State officers are those whose duties concern the state at large, or the general public, although they may be exercised within defined limits. 36 Cyc. 852. Plainly, unless the Jury Commissioner is a state officer he is not subject, under our own decision, to the state civil service amendment. The Jury Commissioners Act expressly provides that such Commissioners “shall be officers of the several courts of record of their respective counties.” Their duties, which are thus confined within local limits, do not “concern the whole state” any more than the duties of every other public officer of every grade concern the whole state. If Jury Commissioners are state officers, then every other public officer of whatever grade is also a state officer. Public officers usually belong to one of these three classes, state, county or municipal; but this classification does not include all officers. Thus it was held in the Speakership Case, 15 Colo. 520, 25 Pac. 707, 11 L. R. A. 241, that the Speaker of the House of Representatives is not a state officer. He certainly is' not a county or municipal officer. It is not necessary to hold a Jury Commissioner to be a county officer if he is found not to be a state officer, or a state officer if he is found to be neither a county officer nor a municipal officer. This is precisely the situation in which this court evidently found a bailiff of the district court, for in People v. Morley, supra, we held that bailiffs are officers of the court, but not state officers. This decision seems not only applicable here, but absolutely decisive and controlling.

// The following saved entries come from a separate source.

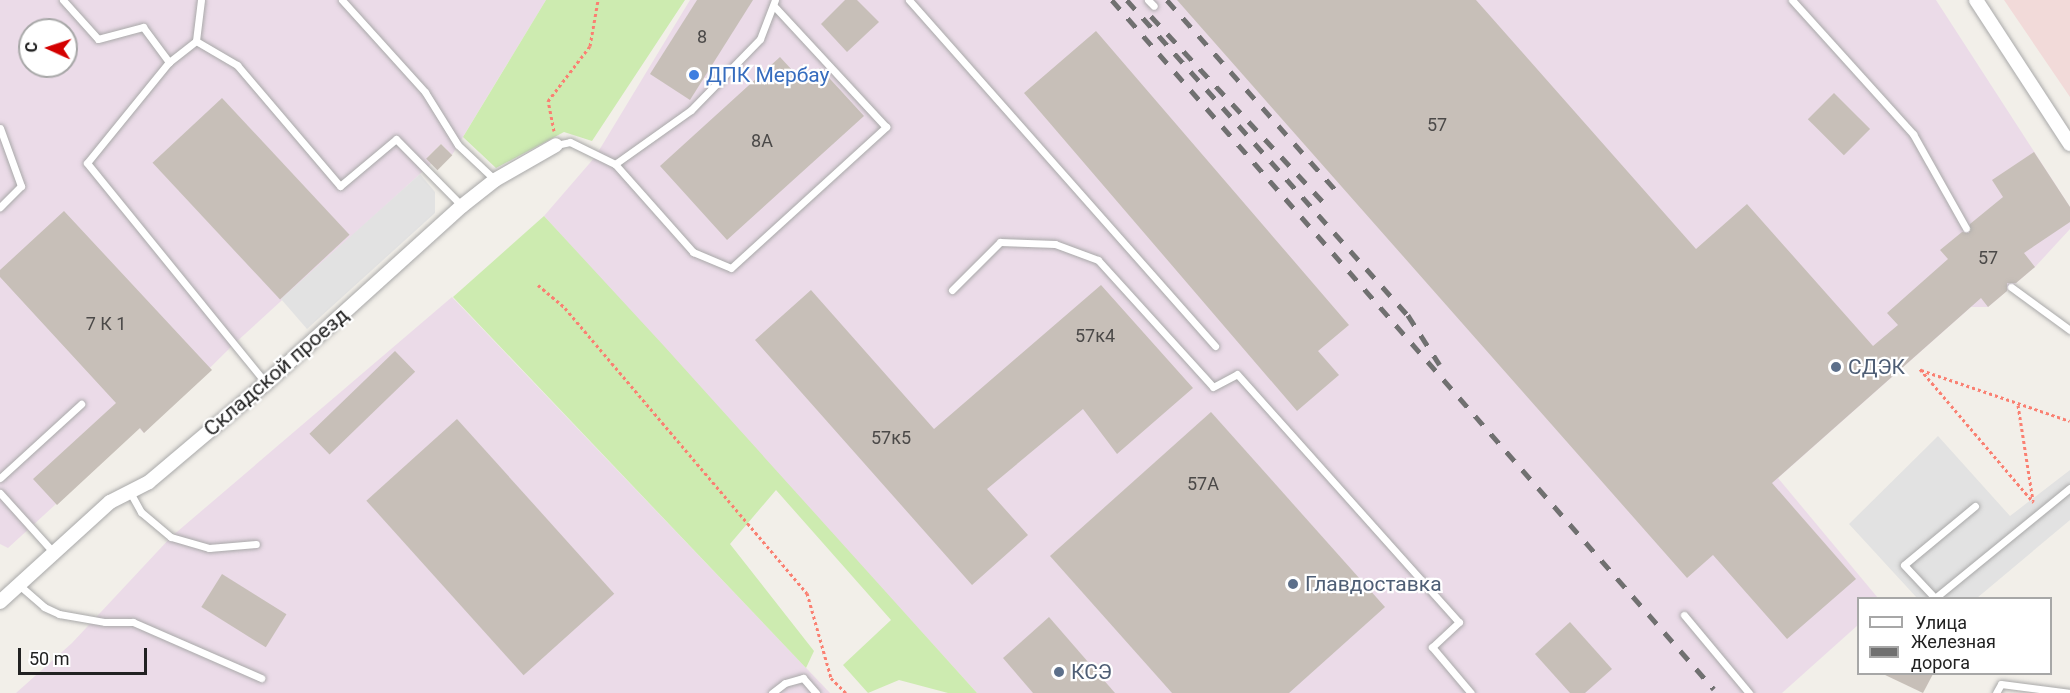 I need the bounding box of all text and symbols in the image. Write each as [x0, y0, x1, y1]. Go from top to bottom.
north arrow [18, 18, 78, 78]
house number: 8 [697, 26, 707, 48]
text: С [22, 41, 41, 53]
place label: ДПК Мербау [706, 62, 830, 88]
marker: ДПК Мербау [687, 68, 701, 82]
house number: 57 [1427, 114, 1447, 136]
house number: 8А [751, 130, 773, 152]
house number: 57 [1978, 247, 1998, 269]
street label: Складской проезд [199, 302, 353, 442]
house number: 7 К 1 [86, 313, 126, 335]
house number: 57к4 [1075, 325, 1115, 347]
place label: СДЭК [1848, 354, 1905, 380]
marker: СДЭК [1829, 360, 1843, 374]
house number: 57к5 [871, 427, 911, 449]
house number: 57А [1187, 473, 1219, 495]
place label: Главдоставка [1305, 571, 1442, 597]
marker: Главдоставка [1286, 577, 1300, 591]
legend [1857, 597, 2052, 675]
text: Улица [1915, 612, 1967, 633]
text: Железная дорога [1911, 631, 1996, 673]
scale bar [21, 636, 150, 674]
text: 50 m [29, 648, 69, 669]
place label: КСЭ [1071, 659, 1112, 685]
marker: КСЭ [1052, 665, 1066, 679]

Practically all the decisions on the subject sustain the proposition that a Jury Commissioner is not a state officer. Several cases hold that he is a county officer. 15 C. J. note 36. Other cases regard him as being neither a state nor a county officer, but as belonging to a separate and distinct class, strictly an officer of the court. In State v. Mounts, 36 W. Va. 179, 14 S. E. 407, 15 L. R. A. 243, it was expressly [495]*495held that he is not a state officer, in the following language:

“The question here presented is, whether the jury commissioners * * * are officers of the state, or whether they are in fact, like jurors themselves, mere officers of the court, such as commissioners in chancery, and, in a general sense, attorneys. We think there can be no doubt that such commissioners belong to the latter class, and go to make up a part of the judicial machinery, such as commissioners in chancery, general and special receivers, and other similar officers. Jurors are themselves, in a certain sense, officers of the court; and this special commission, (Jury Commissioner) is only a legislative device intended to aid the court in selecting them.”

The foregoing was approvingly quoted in State v. Kendle, 52 Ohio St. 346, 39 N. E. 947, where the court also said:

“They (the Jury Commissioners,) are appointed by the common pleas judges to assist in the administration of justice, as are master commissioners and court constables. They are but handmaids of the court in the selection of judicious and discreet persons to serve on such juries as are required in the trial of causes, and the presentment of indictments.”

Concluding, as we do, that the Jury Commissioner is not a state officer, and that he is “an officer of the court,” it necessarily follows from our holding in People ex rel Clifford v. Morley, supra, and in People ex rel. v. Higgins, supra, that he is not within the civil service laws of the state, unless both of these decisions be flatly overruled.

The demurrer of defendants to the alternative writ of mandamus is sustained, and the proceedings dismissed.

Mr. Justice Scott, Mr. Justice Teller and Mr. Justice Denison dissent.